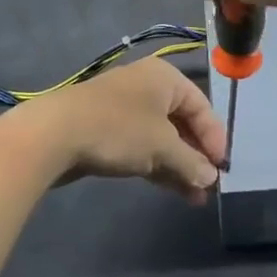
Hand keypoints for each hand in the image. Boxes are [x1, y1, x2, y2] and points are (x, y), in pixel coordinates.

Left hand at [0, 58, 225, 203]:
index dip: (215, 138)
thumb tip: (211, 177)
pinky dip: (158, 165)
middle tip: (209, 187)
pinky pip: (142, 146)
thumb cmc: (118, 129)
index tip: (222, 169)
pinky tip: (171, 188)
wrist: (54, 134)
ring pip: (162, 138)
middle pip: (182, 122)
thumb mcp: (162, 147)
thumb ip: (191, 162)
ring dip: (179, 166)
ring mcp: (125, 108)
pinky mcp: (107, 129)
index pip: (202, 106)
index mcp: (165, 78)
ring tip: (195, 198)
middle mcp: (147, 87)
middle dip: (196, 156)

###

Exactly repeat the lines from the line that contains "index dip: (215, 138)" to the end of the entries, both included, and leave out all other lines.

Response below
index dip: (215, 138)
thumb tip: (211, 177)
pinky dip: (158, 165)
middle tip: (209, 187)
pinky pip: (142, 146)
thumb cmc: (118, 129)
index tip: (222, 169)
pinky tip: (171, 188)
wrist: (54, 134)
ring pip: (162, 138)
middle pip: (182, 122)
thumb mcp: (162, 147)
thumb ip: (191, 162)
ring dip: (179, 166)
ring mcp: (125, 108)
pinky mcp: (107, 129)
index pip: (202, 106)
index mcp: (165, 78)
ring tip: (195, 198)
middle mcp: (147, 87)
middle dip: (196, 156)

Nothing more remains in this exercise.